はじめに
LangChainやLlamaIndexを利用したり、フレームワークを利用せずにRAGをしている方も多いと思いますが、「RAGの精度向上のためにできること(+Llamaindexでできること)」に続いて、LangChainでできることについて、Templatesや、cookbookを参考にしながら、気になったトピックスをピックアップしていきます。進化の早い領域ですので、継続して更新していきたいと思います。
RAGとは
RAGとは、「Retrieval Augmented Generation」の略で、情報検索と言語モデル(LLM)を組み合わせた手法のことです。検索結果をLLMのプロンプトに含めるというアプローチが一般的です。
RAGを使ったソースコード解析
LangChainでRAGを使ったソースコード解析が紹介されています。
(引用元:LangChain)
やりたいことは
- コードがどのように機能するかを理解するためのQ&A
- リファクタリングや改善提案
- コードの文書化
コンテキストを認識したコード分割
まだ、Python と JavaScriptだけのようですが便利なコンテキストを認識したコード分割もできるようです。

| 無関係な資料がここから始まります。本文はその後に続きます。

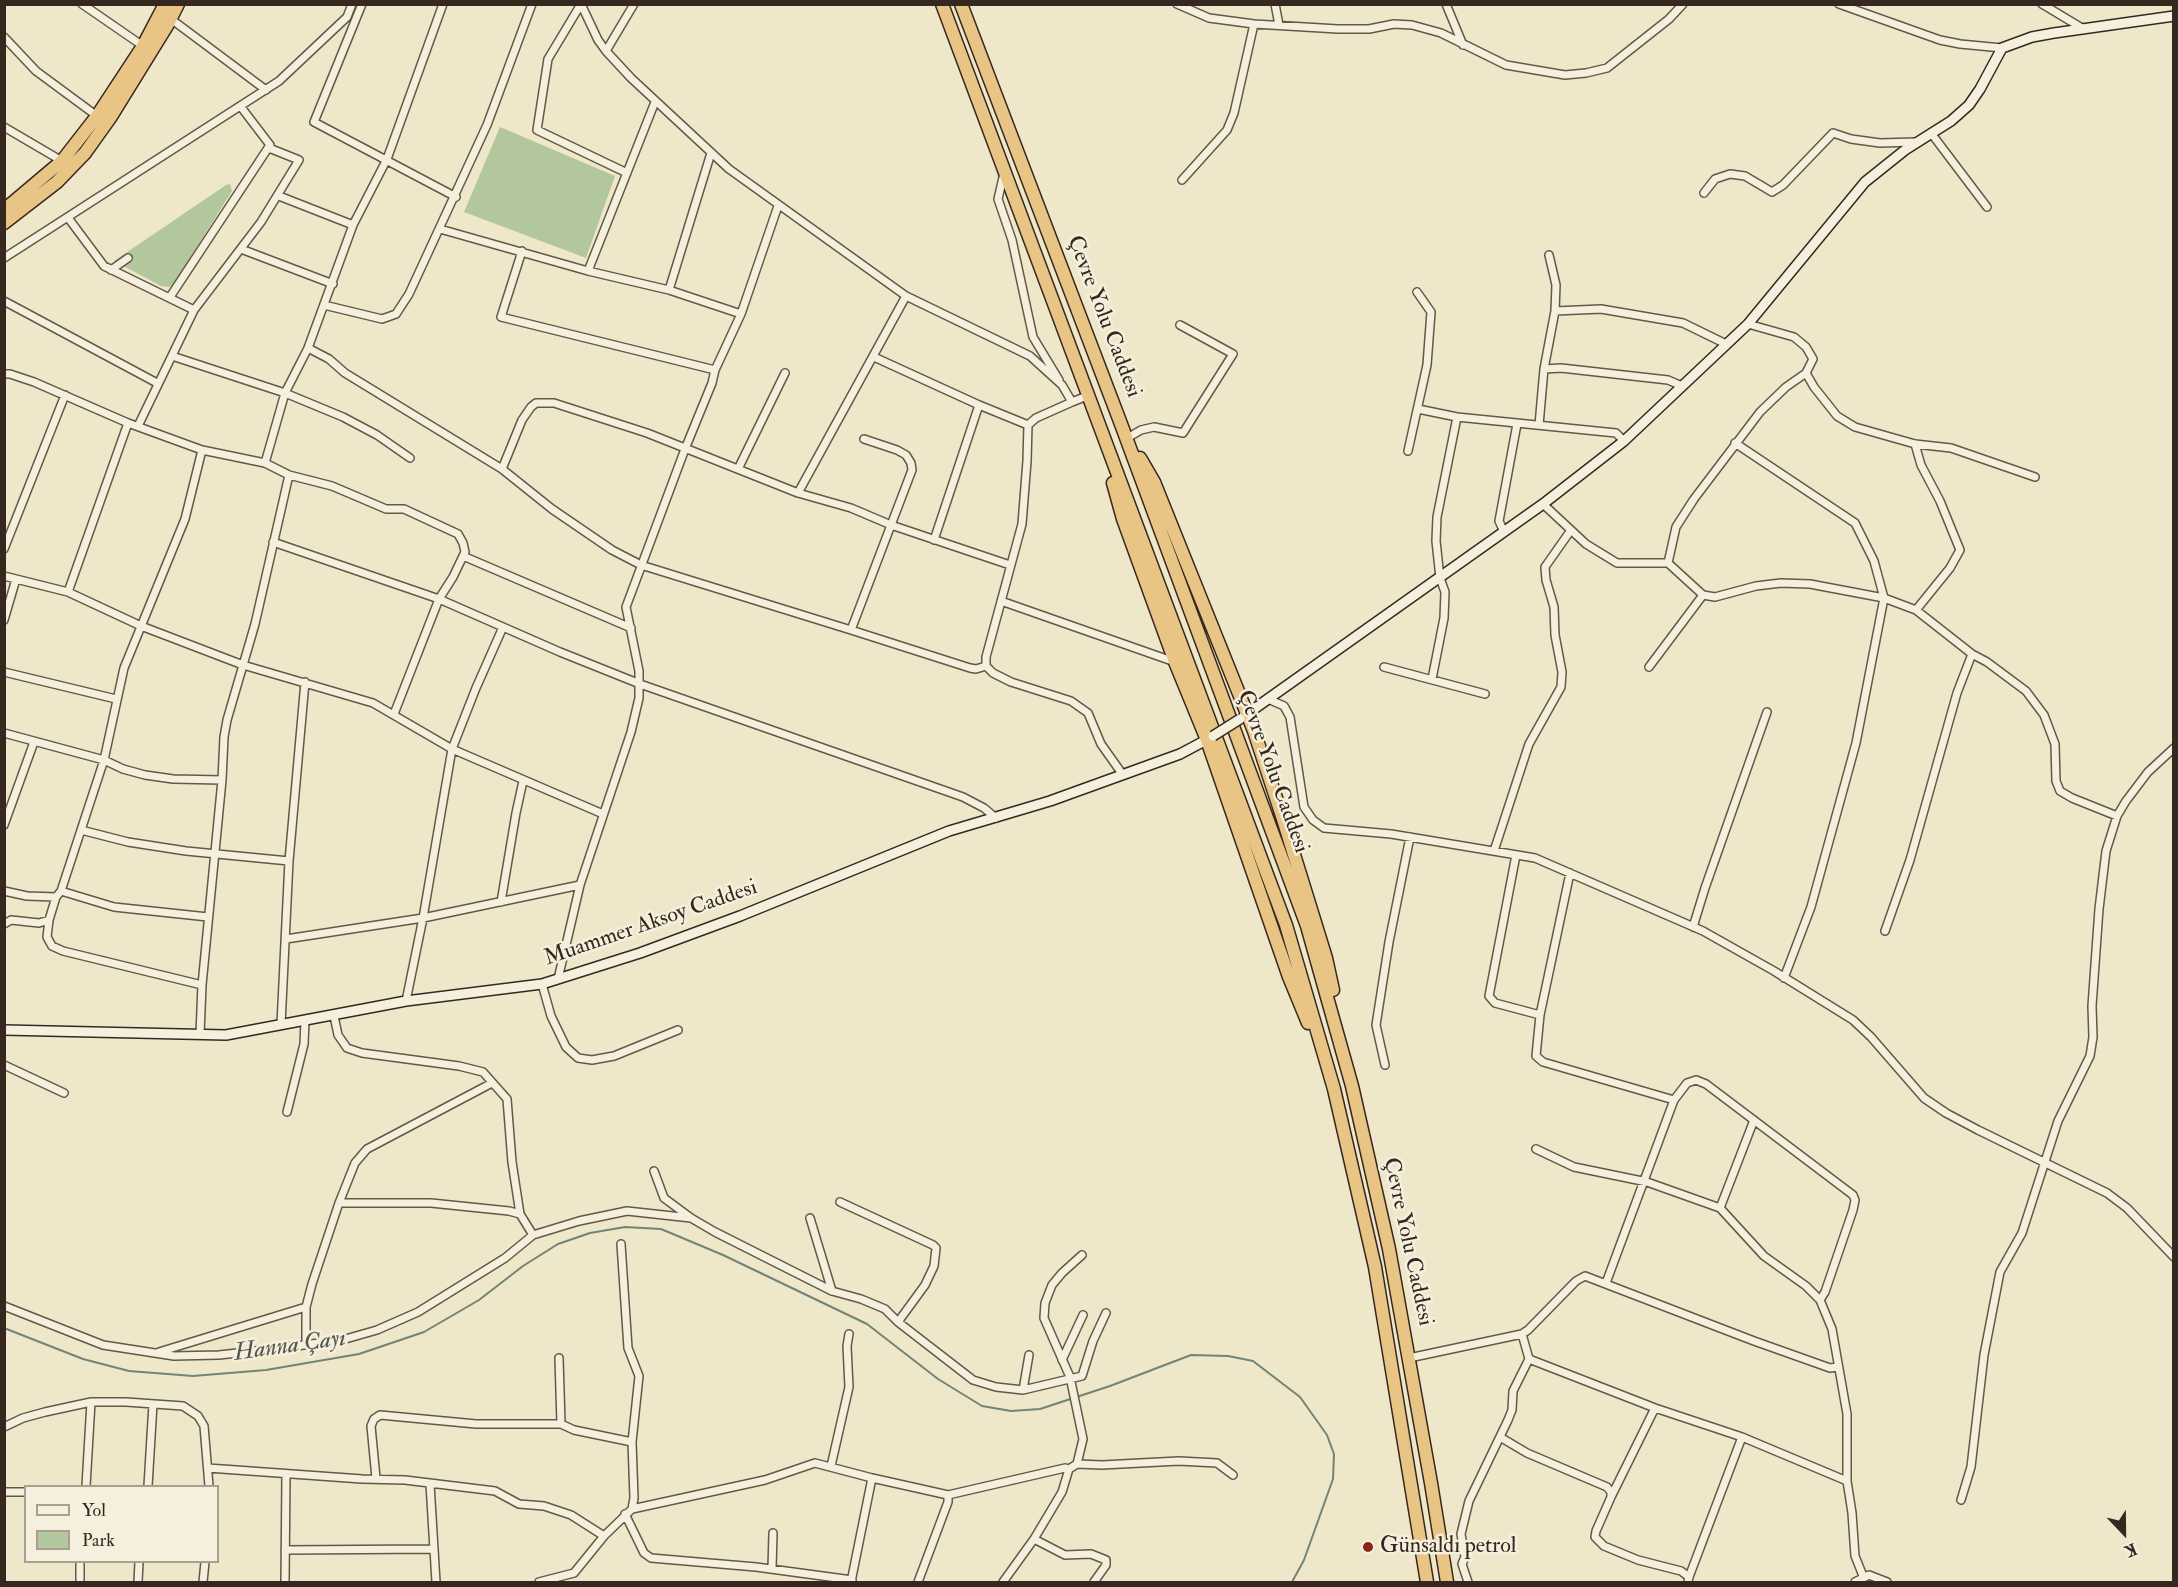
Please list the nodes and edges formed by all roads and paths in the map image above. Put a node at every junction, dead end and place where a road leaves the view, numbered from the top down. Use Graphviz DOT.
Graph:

- コード内の各トップレベル関数とクラスは別々のドキュメントにロード
- 残りは別の文書にまとめる
- 各分割の出所に関するメタデータを保持
RAGの精度向上にむけて利用できそうなもの
全体的なものについてはこちらに整理しました。ここでは、LangChainで利用できるものをピックアップしていきます。
[データのロード]
- 60以上のVectorStoreから、データのタイプ(テキスト、画像、音声など)やタスクに適したものを選択する。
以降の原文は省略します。